Un particolare metodo è giunto fino ai nostri giorni. Si tratta del metodo di vite maritata e da questa derivata. Si trova nell’area di Aversa con il vitigno Asprinio coltivato superando anche 20 metri d’altezza, originariamente con la pianta appoggiata a olmi o pioppi e nominata “Alberata Aversana”. Negli ampi spazi tra le piante tenute così in alto si coltivava spesso anche la Canapa (pure cereali, granturco, patate), canapa che fu tra le migliori d’Italia e del mondo, molto utile anche per cordame e vele utili alla marina militare e commerciale e fiorente fino agli anni 50 del 1900.
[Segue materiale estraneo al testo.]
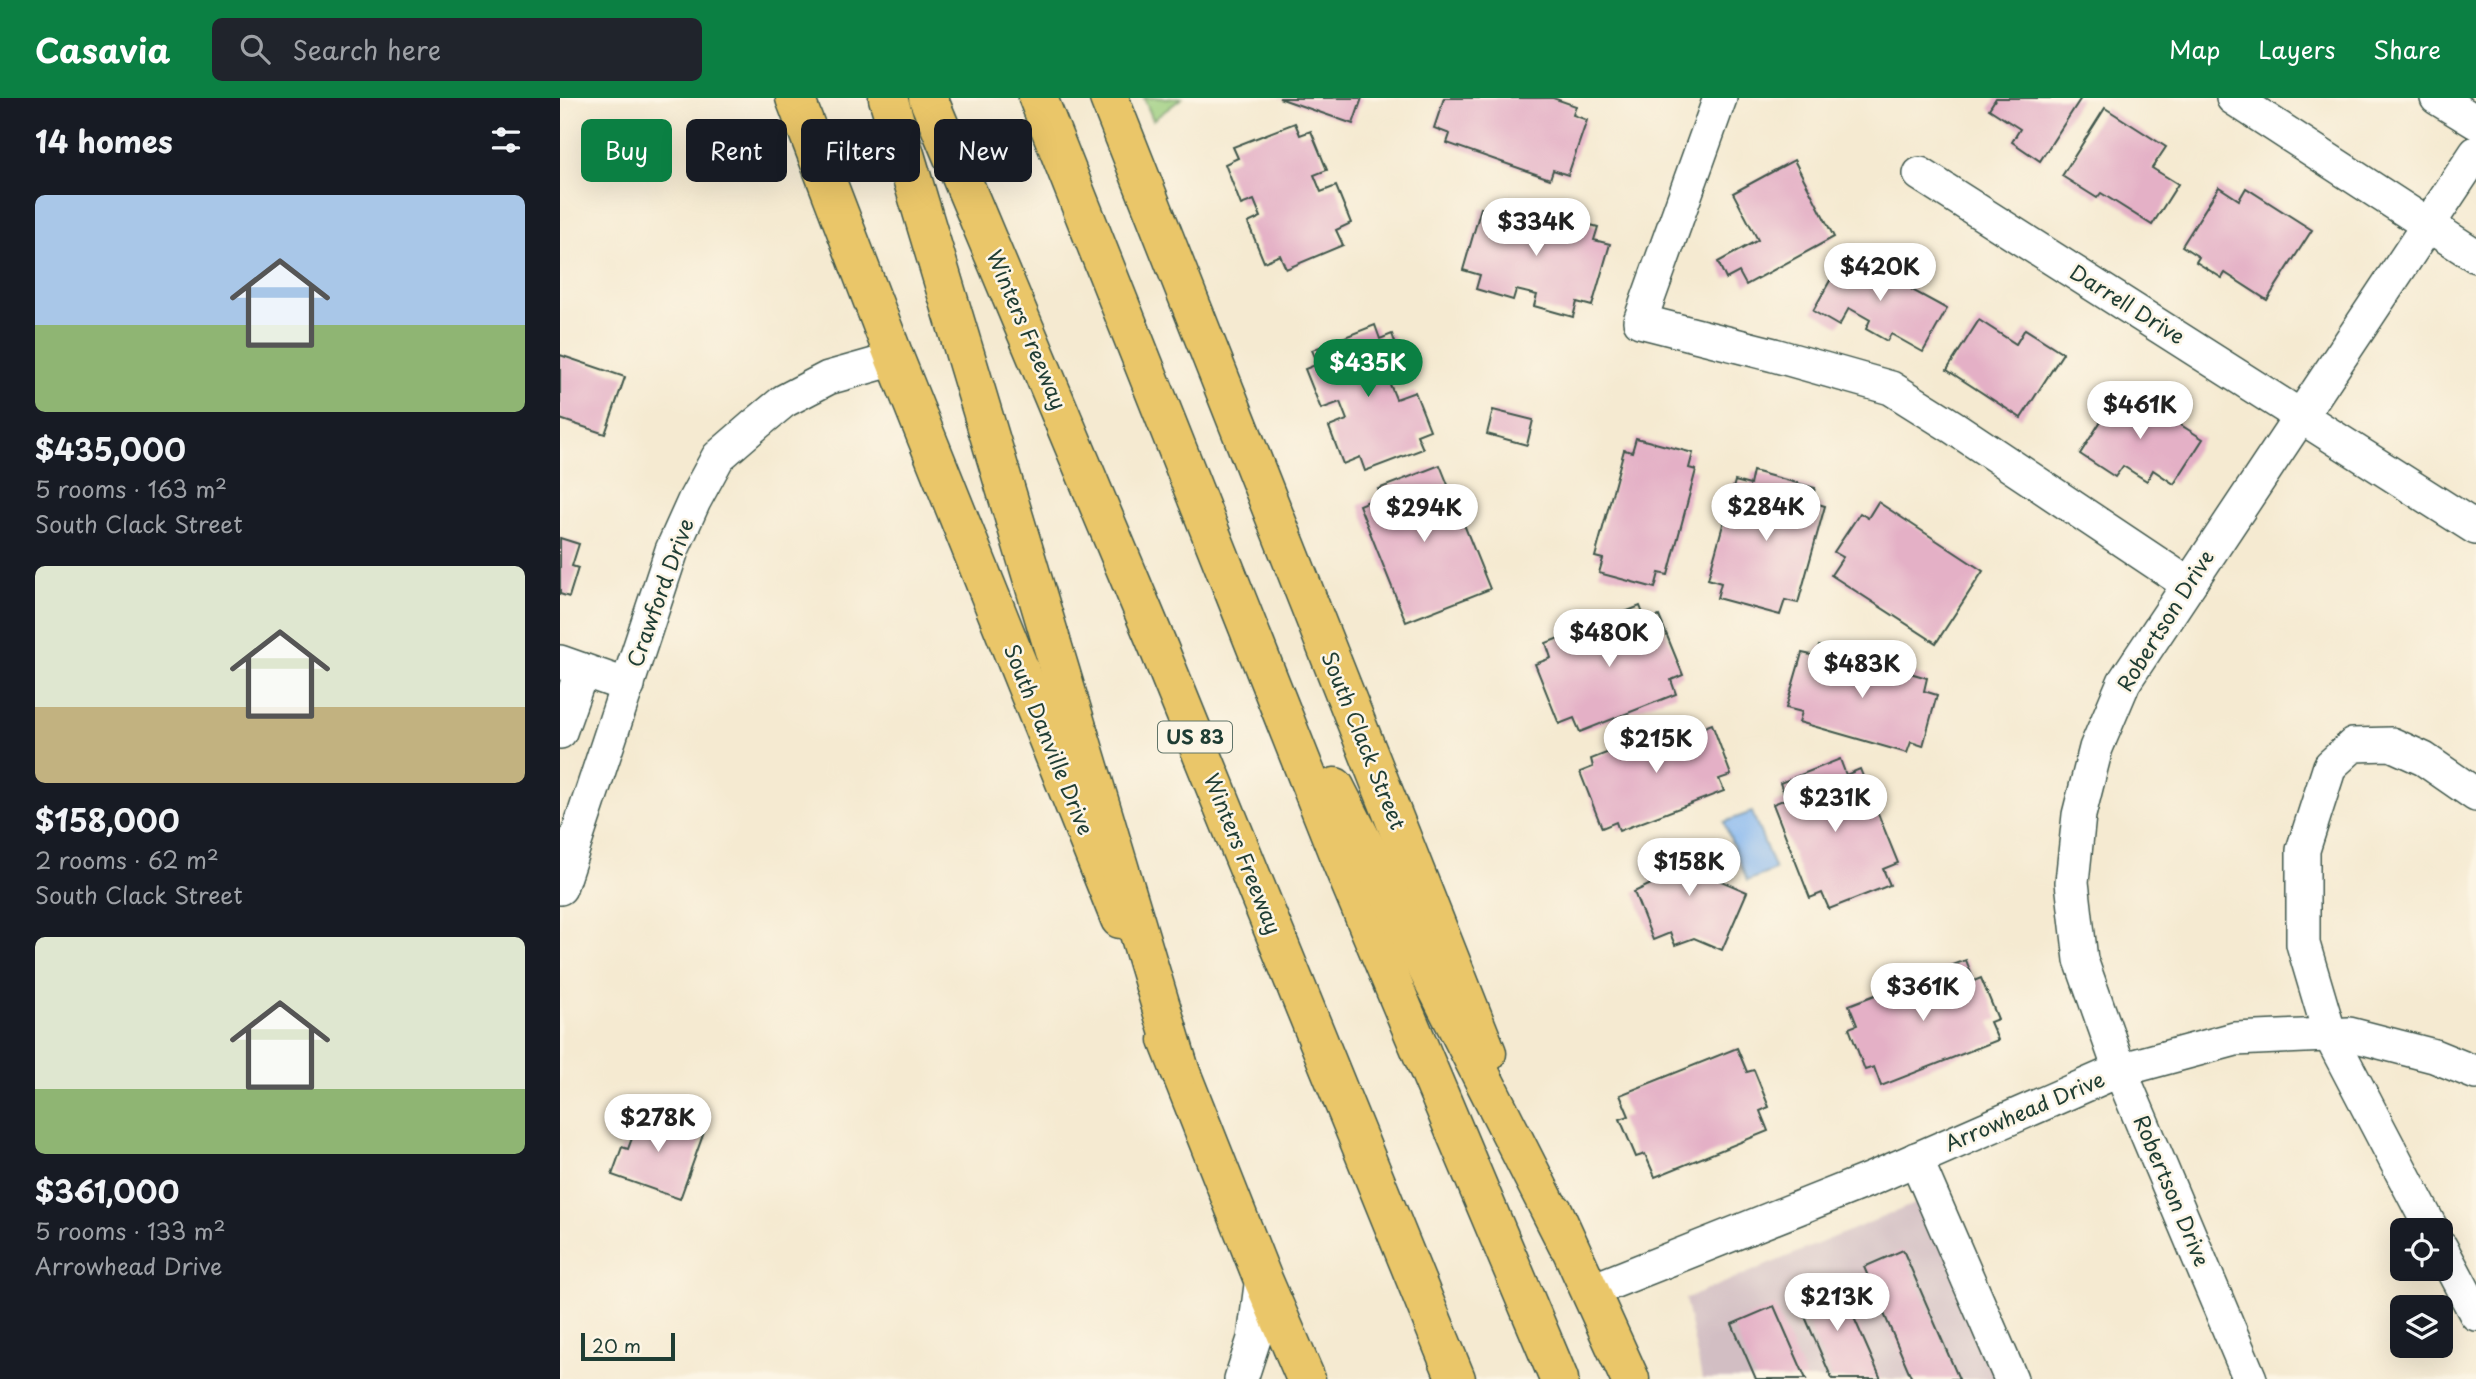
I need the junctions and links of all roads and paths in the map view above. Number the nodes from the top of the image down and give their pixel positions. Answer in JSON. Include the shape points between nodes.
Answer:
{"nodes":[{"id":1,"x":795,"y":98,"type":"edge"},
{"id":2,"x":888,"y":98,"type":"edge"},
{"id":3,"x":928,"y":98,"type":"edge"},
{"id":4,"x":1038,"y":98,"type":"edge"},
{"id":5,"x":1109,"y":98,"type":"edge"},
{"id":6,"x":1720,"y":98,"type":"edge"},
{"id":7,"x":2233,"y":98,"type":"edge"},
{"id":8,"x":2437,"y":98,"type":"edge"},
{"id":9,"x":2476,"y":122,"type":"edge"},
{"id":10,"x":2476,"y":153,"type":"edge"},
{"id":11,"x":1920,"y":174,"type":"dead end"},
{"id":12,"x":2427,"y":226,"type":"junction"},
{"id":13,"x":2476,"y":256,"type":"edge"},
{"id":14,"x":895,"y":359,"type":"junction"},
{"id":15,"x":2301,"y":415,"type":"junction"},
{"id":16,"x":2476,"y":528,"type":"edge"},
{"id":17,"x":1227,"y":574,"type":"junction"},
{"id":18,"x":2188,"y":584,"type":"junction"},
{"id":19,"x":571,"y":666,"type":"edge"},
{"id":20,"x":628,"y":686,"type":"junction"},
{"id":21,"x":560,"y":732,"type":"edge"},
{"id":22,"x":2476,"y":795,"type":"edge"},
{"id":23,"x":560,"y":884,"type":"edge"},
{"id":24,"x":2330,"y":1035,"type":"junction"},
{"id":25,"x":1180,"y":1070,"type":"junction"},
{"id":26,"x":2120,"y":1070,"type":"junction"},
{"id":27,"x":2476,"y":1073,"type":"edge"},
{"id":28,"x":1916,"y":1159,"type":"junction"},
{"id":29,"x":2426,"y":1218,"type":"edge"},
{"id":30,"x":1567,"y":1244,"type":"junction"},
{"id":31,"x":2453,"y":1271,"type":"edge"},
{"id":32,"x":1262,"y":1276,"type":"junction"},
{"id":33,"x":1590,"y":1291,"type":"junction"},
{"id":34,"x":2476,"y":1314,"type":"edge"},
{"id":35,"x":1241,"y":1379,"type":"edge"},
{"id":36,"x":1306,"y":1379,"type":"edge"},
{"id":37,"x":1457,"y":1379,"type":"edge"},
{"id":38,"x":1559,"y":1379,"type":"edge"},
{"id":39,"x":1630,"y":1379,"type":"edge"},
{"id":40,"x":2011,"y":1379,"type":"edge"},
{"id":41,"x":2250,"y":1379,"type":"edge"}],
"edges":[{"from":1,"to":14,"type":"main road","name":"South Danville Drive"},
{"from":2,"to":25,"type":"main road"},
{"from":3,"to":37,"type":"main road","name":"Winters Freeway","number":"US 83","via":[[1152,631]]},
{"from":4,"to":17,"type":"main road"},
{"from":5,"to":30,"type":"main road","name":"South Clack Street","via":[[1455,976]]},
{"from":6,"to":18,"type":"street","via":[[1640,321],[1891,388]]},
{"from":7,"to":12,"type":"street"},
{"from":8,"to":9,"type":"street"},
{"from":10,"to":12,"type":"street","name":"Robertson Drive"},
{"from":11,"to":15,"type":"street","name":"Darrell Drive"},
{"from":12,"to":13,"type":"street"},
{"from":12,"to":15,"type":"street","name":"Robertson Drive"},
{"from":14,"to":20,"type":"street","name":"Crawford Drive","via":[[828,379],[785,401],[718,457],[672,550]]},
{"from":14,"to":25,"type":"main road","name":"South Danville Drive"},
{"from":15,"to":16,"type":"street","name":"Darrell Drive"},
{"from":15,"to":18,"type":"street","name":"Robertson Drive"},
{"from":17,"to":30,"type":"main road"},
{"from":17,"to":38,"type":"main road","via":[[1340,859]]},
{"from":18,"to":26,"type":"street","name":"Robertson Drive","via":[[2124,682],[2096,748],[2079,815],[2072,882],[2081,960]]},
{"from":19,"to":20,"type":"street"},
{"from":19,"to":21,"type":"street"},
{"from":20,"to":23,"type":"street","name":"Crawford Drive"},
{"from":22,"to":24,"type":"street","via":[[2424,759],[2391,744],[2353,745],[2330,766],[2303,850],[2303,944]]},
{"from":24,"to":26,"type":"street","name":"Arrowhead Drive","via":[[2235,1039]]},
{"from":24,"to":27,"type":"street","name":"Arrowhead Drive","via":[[2350,1034],[2434,1056]]},
{"from":24,"to":29,"type":"street"},
{"from":25,"to":32,"type":"main road","name":"South Danville Drive"},
{"from":26,"to":28,"type":"street","name":"Arrowhead Drive"},
{"from":26,"to":41,"type":"street","name":"Robertson Drive"},
{"from":28,"to":33,"type":"street","name":"Arrowhead Drive"},
{"from":28,"to":40,"type":"street"},
{"from":30,"to":33,"type":"main road","name":"South Clack Street"},
{"from":31,"to":34,"type":"street"},
{"from":32,"to":35,"type":"street","via":[[1254,1339]]},
{"from":32,"to":36,"type":"main road","name":"South Danville Drive"},
{"from":33,"to":39,"type":"main road","name":"South Clack Street"}]}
Excellence Food Innovation 2022
Grande evento romano sul cibo e sul bere bene, sulle eccellenze del gusto, manifestazione popolata da ottanta chef, duecento aziende, due aree show cooking, un temporary restaurant e quaranta tra convegni, talk, seminari e masterclass.
Quindi, degustazioni, formazione, ricerca e incontri tra scoperta e business. Tutto è andato in scena dal 10 al 12 novembre nei grandi spazi del Roma Convention Center La Nuvola.
Lo chef Heinz Beck (tre stelle Michelin col suo ristorante La Pergola al Rome Cavalieri Waldorf Astoria) ha aperto l’evento dando voce al filone conduttore della Rigenerazione fissato per questa IX edizione di Excellence.
Tra gli chef protagonisti dell’evento – molti stellati Michelin -, Giuseppe Di Iorio, Andrea Pasqualucci, Mirko Di Mattia, Oliver Glowig, Massimo Viglietti, Dino De Bellis, William Anzidei, Giuseppe D’Alessio, Simone Maddaleni, Daniele Roppo, Alessandro Borgo e Matteo Militello.
Excellence Food Innovation (link) è organizzata dai fratelli Pietro e Claudio Ciccotti.